== EXTRACTED INFORMATION

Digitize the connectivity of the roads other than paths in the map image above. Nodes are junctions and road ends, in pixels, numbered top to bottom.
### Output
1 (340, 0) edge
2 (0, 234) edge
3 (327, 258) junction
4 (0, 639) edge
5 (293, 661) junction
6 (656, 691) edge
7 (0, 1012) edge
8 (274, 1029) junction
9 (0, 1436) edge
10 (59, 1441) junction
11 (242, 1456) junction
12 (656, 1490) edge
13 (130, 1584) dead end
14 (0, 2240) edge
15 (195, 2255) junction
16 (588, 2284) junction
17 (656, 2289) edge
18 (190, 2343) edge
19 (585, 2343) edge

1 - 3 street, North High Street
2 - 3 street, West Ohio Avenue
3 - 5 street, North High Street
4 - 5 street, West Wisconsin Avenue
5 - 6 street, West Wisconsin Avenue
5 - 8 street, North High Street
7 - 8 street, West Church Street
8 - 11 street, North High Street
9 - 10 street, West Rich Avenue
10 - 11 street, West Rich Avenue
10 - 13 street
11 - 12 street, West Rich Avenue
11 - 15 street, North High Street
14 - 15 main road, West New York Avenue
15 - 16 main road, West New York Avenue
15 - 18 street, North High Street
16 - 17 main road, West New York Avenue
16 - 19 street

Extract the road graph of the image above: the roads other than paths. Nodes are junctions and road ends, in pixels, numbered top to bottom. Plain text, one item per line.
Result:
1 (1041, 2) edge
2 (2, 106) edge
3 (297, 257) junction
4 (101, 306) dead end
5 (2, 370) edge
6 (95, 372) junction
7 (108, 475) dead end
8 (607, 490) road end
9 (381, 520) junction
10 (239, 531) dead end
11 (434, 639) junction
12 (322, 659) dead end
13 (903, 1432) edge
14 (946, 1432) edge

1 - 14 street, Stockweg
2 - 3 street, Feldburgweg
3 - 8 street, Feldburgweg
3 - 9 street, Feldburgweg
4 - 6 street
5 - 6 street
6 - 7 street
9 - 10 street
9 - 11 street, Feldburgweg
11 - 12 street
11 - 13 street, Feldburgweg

====

WORK TO COMPLETE → Every single entry above has to be copied exactly.

ANSWER →
Digitize the connectivity of the roads other than paths in the map image above. Nodes are junctions and road ends, in pixels, numbered top to bottom.
### Output
1 (340, 0) edge
2 (0, 234) edge
3 (327, 258) junction
4 (0, 639) edge
5 (293, 661) junction
6 (656, 691) edge
7 (0, 1012) edge
8 (274, 1029) junction
9 (0, 1436) edge
10 (59, 1441) junction
11 (242, 1456) junction
12 (656, 1490) edge
13 (130, 1584) dead end
14 (0, 2240) edge
15 (195, 2255) junction
16 (588, 2284) junction
17 (656, 2289) edge
18 (190, 2343) edge
19 (585, 2343) edge

1 - 3 street, North High Street
2 - 3 street, West Ohio Avenue
3 - 5 street, North High Street
4 - 5 street, West Wisconsin Avenue
5 - 6 street, West Wisconsin Avenue
5 - 8 street, North High Street
7 - 8 street, West Church Street
8 - 11 street, North High Street
9 - 10 street, West Rich Avenue
10 - 11 street, West Rich Avenue
10 - 13 street
11 - 12 street, West Rich Avenue
11 - 15 street, North High Street
14 - 15 main road, West New York Avenue
15 - 16 main road, West New York Avenue
15 - 18 street, North High Street
16 - 17 main road, West New York Avenue
16 - 19 street

Extract the road graph of the image above: the roads other than paths. Nodes are junctions and road ends, in pixels, numbered top to bottom. Plain text, one item per line.
Result:
1 (1041, 2) edge
2 (2, 106) edge
3 (297, 257) junction
4 (101, 306) dead end
5 (2, 370) edge
6 (95, 372) junction
7 (108, 475) dead end
8 (607, 490) road end
9 (381, 520) junction
10 (239, 531) dead end
11 (434, 639) junction
12 (322, 659) dead end
13 (903, 1432) edge
14 (946, 1432) edge

1 - 14 street, Stockweg
2 - 3 street, Feldburgweg
3 - 8 street, Feldburgweg
3 - 9 street, Feldburgweg
4 - 6 street
5 - 6 street
6 - 7 street
9 - 10 street
9 - 11 street, Feldburgweg
11 - 12 street
11 - 13 street, Feldburgweg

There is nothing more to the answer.